At first, the new season of Insecure suggests a study in contrasts: When Molly (Yvonne Orji) returns to L.A. from a luxurious getaway, eager to start work at a new, black-owned law firm, Issa (series co-creator Issa Rae) agrees to scoop her from the airport—and Molly hops in the back as if she were a fare. It’s a gag, of course—the pair’s bright peals of laughter are as central to the series’ sound as music supervisor Kier Lehman’s effortlessly hip song selections—but it’s one with an edge, as Issa, hard up for money, has been driving for Lyft after work to earn extra cash. It’s a metaphor, it seems, for their respective trajectories: Molly is once again on the rise, optimistic (if imperious); Issa is once again uncertain, sleeping on an old flame’s sofa and struggling to be heard at work.

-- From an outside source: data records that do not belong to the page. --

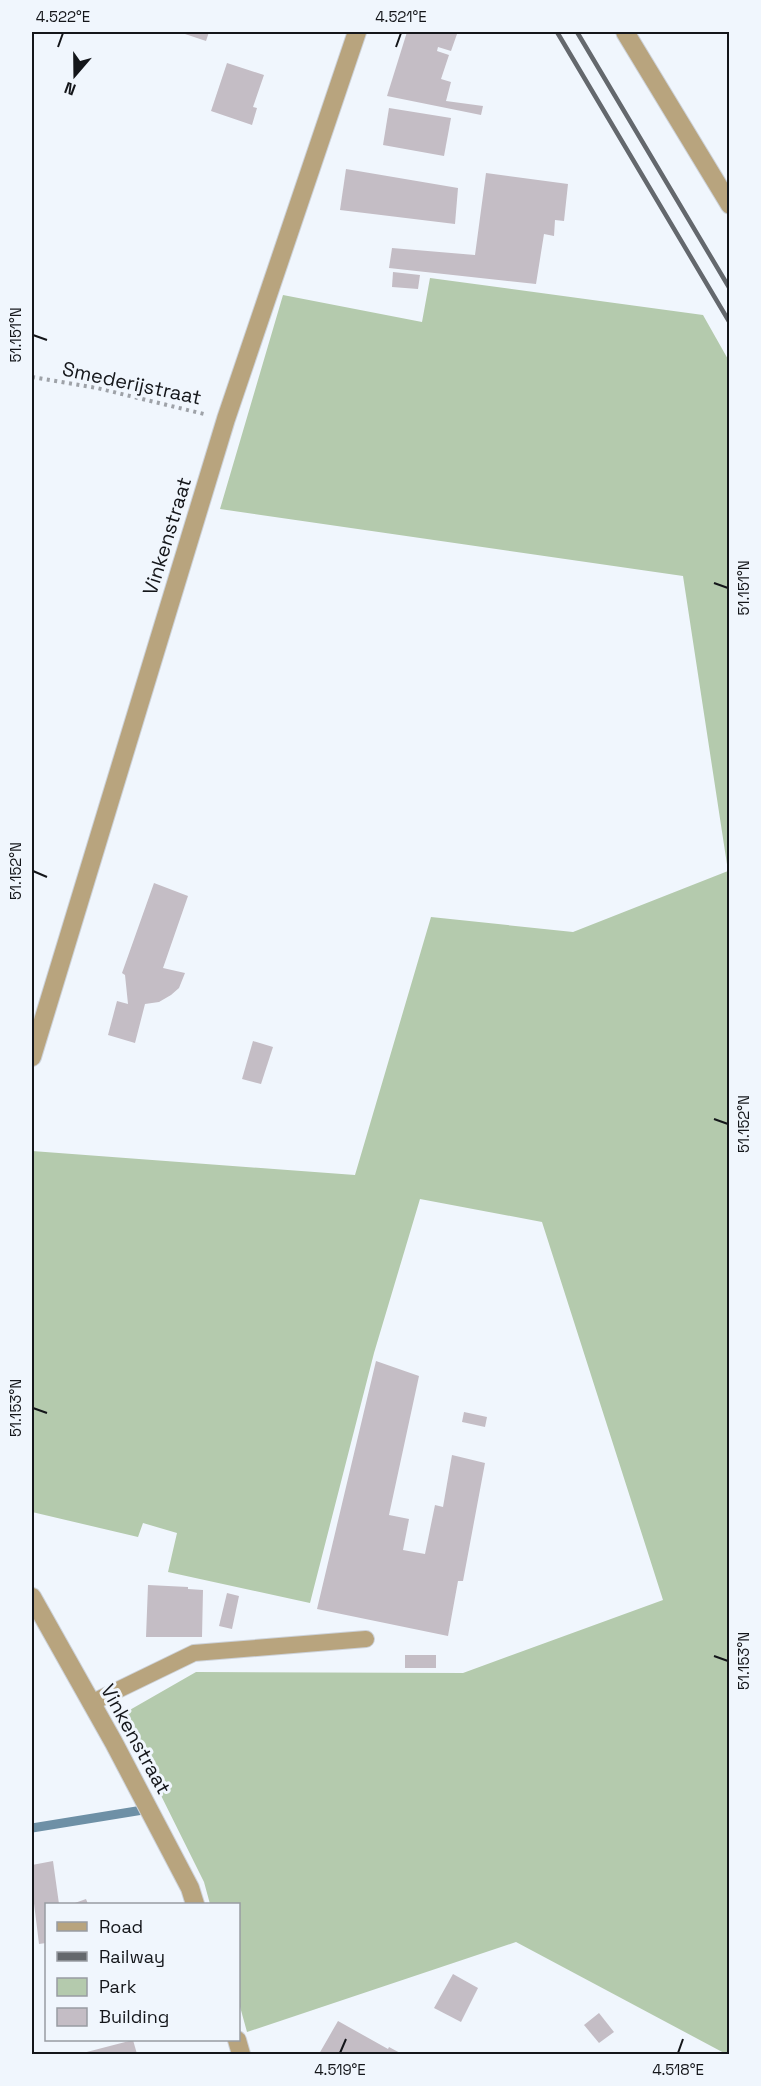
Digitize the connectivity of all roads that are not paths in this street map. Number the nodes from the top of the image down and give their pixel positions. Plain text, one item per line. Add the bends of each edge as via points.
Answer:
1 (357, 32) edge
2 (625, 32) edge
3 (729, 205) edge
4 (32, 1057) edge
5 (32, 1597) edge
6 (366, 1639) dead end
7 (91, 1703) junction
8 (194, 1903) edge

1 - 4 street, Vinkenstraat via 226,419
2 - 3 street
5 - 7 street, Vinkenstraat
6 - 7 lane via 194,1653
7 - 8 street, Vinkenstraat via 185,1878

But Insecure isn’t in the business of fulfilling expectations. In fact, if there’s one feature that can be said to define the series—and that distinguishes it from the traditional sitcom, to which Season Three explicitly refers—it’s an openness to change, to the swerves and switchbacks by which its particular slice of modern black life doubles as the medium’s most pungently funny portrait of thirtysomethings: Insecure captures the feeling, as The Outline’s Brandy Jensen so impeccably puts it, of being “late to your own life,” then expands the thought to the length of a TV series. Which is why it’s telling that Molly and Issa, despite the appearance of a major gulf in their outlooks, both use the same phrase to describe their own—and the series’—ongoing transformations. “I’m on some ‘know better, do better’ shit,” Molly celebrates early in the season premiere, the title of which, “Better-Like,” already contains its own hedge. “I just think we know better,” Issa says later, as Daniel (Y’lan Noel) moves in to kiss her, setting off a sudden chill in the room. In Insecure, as perhaps in life, to be 30 or 31 or 33 is to confront a case of the know-better blues: The keen and often dispiriting sense that learning from your last mistake doesn’t mean you can prevent yourself from making the next one. —Matt Brennan (Photo: Merie W. Wallace/Courtesy of HBO)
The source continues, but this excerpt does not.